§ YOUR GOAL: Filter out all lines without the word "view" from the data below, please, and copy the rest.

[Collected data entries]
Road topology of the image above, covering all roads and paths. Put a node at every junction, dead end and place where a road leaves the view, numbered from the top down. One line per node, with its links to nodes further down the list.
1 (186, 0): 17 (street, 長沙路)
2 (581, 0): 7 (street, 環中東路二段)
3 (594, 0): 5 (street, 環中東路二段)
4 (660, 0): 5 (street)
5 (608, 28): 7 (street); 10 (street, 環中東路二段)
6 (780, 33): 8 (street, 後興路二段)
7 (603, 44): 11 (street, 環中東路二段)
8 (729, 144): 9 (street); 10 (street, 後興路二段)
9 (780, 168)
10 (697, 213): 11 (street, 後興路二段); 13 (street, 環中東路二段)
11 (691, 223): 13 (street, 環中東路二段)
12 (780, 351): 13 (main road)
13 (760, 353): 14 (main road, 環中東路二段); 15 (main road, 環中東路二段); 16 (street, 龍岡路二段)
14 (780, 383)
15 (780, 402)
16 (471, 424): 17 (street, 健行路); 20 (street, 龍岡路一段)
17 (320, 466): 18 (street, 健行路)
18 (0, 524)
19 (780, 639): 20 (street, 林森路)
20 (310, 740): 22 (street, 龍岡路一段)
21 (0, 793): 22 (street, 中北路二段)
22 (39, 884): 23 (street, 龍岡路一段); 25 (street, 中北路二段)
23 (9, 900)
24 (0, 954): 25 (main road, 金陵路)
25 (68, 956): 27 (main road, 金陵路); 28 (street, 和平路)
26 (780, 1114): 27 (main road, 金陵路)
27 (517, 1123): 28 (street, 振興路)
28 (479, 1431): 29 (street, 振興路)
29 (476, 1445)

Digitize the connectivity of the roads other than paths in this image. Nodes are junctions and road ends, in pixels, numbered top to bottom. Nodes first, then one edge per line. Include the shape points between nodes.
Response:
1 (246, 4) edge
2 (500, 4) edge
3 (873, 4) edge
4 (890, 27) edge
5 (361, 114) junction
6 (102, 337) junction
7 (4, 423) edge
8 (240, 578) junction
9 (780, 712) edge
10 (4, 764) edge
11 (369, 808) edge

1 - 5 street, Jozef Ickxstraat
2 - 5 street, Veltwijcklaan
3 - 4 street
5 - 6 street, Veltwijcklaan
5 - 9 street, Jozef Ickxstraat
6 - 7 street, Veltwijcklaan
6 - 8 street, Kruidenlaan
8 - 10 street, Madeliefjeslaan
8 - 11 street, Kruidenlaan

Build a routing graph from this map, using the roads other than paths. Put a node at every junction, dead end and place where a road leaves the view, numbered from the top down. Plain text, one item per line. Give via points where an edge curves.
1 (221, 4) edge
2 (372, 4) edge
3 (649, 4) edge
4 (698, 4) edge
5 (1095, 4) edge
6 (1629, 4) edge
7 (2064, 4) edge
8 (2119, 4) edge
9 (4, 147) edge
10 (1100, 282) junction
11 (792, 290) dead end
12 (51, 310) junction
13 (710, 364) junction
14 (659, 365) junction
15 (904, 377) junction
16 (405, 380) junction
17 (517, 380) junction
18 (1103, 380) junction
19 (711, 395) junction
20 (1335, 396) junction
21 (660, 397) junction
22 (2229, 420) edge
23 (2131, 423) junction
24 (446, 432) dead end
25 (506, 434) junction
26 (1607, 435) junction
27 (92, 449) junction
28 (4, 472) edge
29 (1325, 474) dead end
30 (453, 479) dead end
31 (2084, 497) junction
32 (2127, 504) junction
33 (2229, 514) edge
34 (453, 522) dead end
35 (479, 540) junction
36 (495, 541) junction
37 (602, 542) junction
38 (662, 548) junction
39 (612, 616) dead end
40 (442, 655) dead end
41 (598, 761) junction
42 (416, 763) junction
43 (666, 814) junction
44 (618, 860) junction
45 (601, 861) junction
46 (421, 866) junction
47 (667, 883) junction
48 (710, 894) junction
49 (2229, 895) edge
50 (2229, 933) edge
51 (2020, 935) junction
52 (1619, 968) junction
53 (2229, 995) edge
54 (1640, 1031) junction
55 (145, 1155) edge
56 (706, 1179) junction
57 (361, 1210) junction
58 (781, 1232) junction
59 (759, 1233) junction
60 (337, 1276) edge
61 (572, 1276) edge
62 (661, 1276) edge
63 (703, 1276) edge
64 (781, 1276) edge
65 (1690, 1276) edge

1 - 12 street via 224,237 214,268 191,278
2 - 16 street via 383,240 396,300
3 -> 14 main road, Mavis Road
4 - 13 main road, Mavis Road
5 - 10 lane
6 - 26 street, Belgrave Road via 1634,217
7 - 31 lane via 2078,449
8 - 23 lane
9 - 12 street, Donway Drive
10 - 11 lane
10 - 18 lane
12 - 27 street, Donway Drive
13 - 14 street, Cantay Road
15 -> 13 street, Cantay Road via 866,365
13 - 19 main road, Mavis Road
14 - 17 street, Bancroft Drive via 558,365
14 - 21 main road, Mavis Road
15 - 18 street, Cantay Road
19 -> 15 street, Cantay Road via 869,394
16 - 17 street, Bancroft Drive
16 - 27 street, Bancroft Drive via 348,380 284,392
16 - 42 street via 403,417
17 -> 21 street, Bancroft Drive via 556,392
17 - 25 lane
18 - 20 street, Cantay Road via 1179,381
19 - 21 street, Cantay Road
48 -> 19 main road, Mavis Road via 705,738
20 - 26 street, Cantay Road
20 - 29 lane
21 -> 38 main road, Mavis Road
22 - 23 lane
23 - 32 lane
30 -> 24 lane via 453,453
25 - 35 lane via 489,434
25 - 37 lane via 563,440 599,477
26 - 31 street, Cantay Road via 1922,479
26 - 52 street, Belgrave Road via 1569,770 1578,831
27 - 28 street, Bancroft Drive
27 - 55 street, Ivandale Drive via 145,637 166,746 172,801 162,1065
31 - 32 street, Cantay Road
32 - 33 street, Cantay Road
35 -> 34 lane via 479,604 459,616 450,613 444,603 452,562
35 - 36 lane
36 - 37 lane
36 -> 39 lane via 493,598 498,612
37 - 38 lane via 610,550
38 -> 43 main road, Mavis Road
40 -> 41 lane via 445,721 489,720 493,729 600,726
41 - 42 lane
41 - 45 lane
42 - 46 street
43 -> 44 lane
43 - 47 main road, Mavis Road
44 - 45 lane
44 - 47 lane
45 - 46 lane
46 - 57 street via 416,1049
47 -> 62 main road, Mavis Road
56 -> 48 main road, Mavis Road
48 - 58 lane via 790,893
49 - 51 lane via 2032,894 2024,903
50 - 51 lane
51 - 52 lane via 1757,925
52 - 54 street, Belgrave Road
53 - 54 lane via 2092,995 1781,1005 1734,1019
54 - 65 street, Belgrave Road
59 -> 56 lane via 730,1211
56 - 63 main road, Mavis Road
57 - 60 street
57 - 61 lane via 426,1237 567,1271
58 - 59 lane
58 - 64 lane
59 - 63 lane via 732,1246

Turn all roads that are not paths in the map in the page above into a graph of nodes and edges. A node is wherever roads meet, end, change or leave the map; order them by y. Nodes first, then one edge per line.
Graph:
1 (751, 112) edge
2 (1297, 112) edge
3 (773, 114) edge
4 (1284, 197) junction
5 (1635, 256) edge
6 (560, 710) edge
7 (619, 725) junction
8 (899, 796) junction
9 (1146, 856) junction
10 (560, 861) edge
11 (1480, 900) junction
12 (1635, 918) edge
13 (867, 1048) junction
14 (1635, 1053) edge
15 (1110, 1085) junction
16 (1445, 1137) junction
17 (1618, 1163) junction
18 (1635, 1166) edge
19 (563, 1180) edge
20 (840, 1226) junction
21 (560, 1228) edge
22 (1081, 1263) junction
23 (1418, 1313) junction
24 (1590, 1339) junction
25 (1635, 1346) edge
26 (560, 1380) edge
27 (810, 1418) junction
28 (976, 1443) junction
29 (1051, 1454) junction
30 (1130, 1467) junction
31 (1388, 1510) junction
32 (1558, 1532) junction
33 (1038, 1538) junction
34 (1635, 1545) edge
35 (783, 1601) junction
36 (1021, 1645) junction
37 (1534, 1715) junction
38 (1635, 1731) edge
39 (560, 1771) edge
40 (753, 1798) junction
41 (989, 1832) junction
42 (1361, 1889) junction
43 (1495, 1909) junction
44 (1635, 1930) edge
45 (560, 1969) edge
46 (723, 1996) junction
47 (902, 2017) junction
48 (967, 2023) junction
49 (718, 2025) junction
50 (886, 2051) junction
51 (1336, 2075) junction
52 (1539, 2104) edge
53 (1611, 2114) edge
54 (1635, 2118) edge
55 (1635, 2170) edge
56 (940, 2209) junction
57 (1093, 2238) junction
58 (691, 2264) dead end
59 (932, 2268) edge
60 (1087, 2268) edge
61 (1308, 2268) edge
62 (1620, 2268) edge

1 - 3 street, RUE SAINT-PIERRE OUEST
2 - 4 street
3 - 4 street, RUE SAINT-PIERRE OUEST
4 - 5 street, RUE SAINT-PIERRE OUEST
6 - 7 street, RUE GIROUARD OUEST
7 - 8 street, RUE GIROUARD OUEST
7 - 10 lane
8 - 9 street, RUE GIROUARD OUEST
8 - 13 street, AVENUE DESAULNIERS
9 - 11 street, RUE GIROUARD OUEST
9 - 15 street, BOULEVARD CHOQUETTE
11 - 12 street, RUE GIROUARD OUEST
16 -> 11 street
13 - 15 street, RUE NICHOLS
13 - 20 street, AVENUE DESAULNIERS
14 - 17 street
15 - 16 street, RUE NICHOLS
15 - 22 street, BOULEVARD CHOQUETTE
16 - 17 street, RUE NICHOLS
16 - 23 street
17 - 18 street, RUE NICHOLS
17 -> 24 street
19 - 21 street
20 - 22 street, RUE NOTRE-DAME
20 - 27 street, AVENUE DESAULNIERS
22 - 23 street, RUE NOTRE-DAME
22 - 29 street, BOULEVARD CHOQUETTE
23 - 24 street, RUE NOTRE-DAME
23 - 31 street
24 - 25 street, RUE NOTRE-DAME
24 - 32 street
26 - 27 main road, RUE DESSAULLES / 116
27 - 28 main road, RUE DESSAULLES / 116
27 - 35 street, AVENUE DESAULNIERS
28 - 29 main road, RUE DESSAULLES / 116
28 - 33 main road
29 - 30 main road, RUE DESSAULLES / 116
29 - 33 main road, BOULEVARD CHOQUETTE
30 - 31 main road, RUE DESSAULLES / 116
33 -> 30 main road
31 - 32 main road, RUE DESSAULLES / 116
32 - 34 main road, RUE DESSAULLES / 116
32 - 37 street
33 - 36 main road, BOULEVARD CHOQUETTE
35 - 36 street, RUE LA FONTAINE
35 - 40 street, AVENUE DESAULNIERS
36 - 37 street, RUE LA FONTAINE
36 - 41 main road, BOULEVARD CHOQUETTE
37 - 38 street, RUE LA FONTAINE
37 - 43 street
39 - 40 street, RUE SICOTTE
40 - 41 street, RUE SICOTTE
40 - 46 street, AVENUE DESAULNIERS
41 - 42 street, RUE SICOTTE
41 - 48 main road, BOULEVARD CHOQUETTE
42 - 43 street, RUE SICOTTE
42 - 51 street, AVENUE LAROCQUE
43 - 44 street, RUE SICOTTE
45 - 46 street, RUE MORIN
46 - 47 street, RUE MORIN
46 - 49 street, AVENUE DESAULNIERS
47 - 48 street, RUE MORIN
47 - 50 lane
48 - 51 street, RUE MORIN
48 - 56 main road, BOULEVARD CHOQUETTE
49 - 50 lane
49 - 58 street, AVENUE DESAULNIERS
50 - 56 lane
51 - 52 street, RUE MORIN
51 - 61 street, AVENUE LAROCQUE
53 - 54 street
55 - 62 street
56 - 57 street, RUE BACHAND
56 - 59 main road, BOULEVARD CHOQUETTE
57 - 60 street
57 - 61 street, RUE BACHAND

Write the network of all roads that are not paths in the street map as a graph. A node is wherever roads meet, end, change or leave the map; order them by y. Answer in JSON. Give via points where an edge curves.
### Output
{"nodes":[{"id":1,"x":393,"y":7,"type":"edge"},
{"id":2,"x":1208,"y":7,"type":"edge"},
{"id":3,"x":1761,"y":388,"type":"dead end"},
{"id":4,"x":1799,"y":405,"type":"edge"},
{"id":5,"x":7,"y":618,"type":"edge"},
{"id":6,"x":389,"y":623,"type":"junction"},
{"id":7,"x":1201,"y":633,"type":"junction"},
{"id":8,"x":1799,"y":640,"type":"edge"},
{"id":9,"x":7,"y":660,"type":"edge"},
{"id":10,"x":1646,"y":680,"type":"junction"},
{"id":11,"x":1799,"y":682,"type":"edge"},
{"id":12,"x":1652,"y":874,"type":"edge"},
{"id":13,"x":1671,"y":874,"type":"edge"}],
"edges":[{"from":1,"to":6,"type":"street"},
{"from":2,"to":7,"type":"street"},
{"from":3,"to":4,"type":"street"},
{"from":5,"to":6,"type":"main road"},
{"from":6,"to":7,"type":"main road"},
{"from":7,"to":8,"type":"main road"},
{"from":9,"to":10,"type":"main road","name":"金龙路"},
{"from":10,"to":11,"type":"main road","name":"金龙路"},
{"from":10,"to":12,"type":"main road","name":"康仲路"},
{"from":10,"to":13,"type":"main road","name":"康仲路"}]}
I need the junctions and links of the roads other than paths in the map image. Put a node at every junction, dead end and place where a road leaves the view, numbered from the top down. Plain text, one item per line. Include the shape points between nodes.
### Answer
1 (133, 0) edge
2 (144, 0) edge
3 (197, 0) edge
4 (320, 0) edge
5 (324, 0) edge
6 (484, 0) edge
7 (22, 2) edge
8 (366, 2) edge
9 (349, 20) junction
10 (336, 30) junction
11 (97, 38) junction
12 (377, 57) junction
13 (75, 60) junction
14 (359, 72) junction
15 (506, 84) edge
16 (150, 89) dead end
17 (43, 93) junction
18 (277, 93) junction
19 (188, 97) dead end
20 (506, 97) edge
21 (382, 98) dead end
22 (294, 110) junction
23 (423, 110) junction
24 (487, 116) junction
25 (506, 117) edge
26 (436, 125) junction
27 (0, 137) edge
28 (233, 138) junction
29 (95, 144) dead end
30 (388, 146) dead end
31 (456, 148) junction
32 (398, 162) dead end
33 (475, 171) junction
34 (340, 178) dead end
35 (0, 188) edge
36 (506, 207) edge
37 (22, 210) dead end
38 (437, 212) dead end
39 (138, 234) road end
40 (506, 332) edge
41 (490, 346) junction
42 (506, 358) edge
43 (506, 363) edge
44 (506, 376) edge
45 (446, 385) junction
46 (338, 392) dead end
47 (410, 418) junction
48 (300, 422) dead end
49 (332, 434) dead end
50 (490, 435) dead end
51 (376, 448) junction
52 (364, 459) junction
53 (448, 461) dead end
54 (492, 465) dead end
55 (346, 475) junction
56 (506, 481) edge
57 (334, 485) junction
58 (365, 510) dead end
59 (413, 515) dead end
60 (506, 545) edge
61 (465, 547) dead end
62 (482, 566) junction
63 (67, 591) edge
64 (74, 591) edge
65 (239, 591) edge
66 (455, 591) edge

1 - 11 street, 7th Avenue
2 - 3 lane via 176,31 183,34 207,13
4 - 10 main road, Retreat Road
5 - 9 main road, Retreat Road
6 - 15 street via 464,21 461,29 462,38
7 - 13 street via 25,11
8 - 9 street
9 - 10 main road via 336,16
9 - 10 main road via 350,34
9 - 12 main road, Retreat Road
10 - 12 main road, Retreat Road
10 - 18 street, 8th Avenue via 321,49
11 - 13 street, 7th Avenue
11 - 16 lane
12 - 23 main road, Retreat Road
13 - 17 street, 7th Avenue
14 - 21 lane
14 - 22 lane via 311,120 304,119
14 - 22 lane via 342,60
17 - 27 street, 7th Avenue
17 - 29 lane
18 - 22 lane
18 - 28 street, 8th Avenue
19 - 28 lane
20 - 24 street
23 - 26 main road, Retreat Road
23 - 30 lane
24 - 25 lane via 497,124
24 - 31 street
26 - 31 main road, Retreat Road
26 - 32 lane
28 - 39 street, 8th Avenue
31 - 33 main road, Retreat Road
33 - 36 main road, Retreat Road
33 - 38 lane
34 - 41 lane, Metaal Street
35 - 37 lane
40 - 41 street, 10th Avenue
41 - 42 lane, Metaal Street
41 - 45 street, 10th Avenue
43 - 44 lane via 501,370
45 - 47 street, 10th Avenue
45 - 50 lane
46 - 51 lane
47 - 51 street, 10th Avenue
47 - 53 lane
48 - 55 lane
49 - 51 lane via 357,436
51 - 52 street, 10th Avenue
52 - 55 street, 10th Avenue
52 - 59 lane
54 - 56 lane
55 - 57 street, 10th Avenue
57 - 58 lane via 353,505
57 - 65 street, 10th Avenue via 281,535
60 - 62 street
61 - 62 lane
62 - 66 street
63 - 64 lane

§ YOUR SOLUTION:
Road topology of the image above, covering all roads and paths. Put a node at every junction, dead end and place where a road leaves the view, numbered from the top down. One line per node, with its links to nodes further down the list.
Build a routing graph from this map, using the roads other than paths. Put a node at every junction, dead end and place where a road leaves the view, numbered from the top down. Plain text, one item per line. Give via points where an edge curves.
I need the junctions and links of the roads other than paths in the map image. Put a node at every junction, dead end and place where a road leaves the view, numbered from the top down. Plain text, one item per line. Include the shape points between nodes.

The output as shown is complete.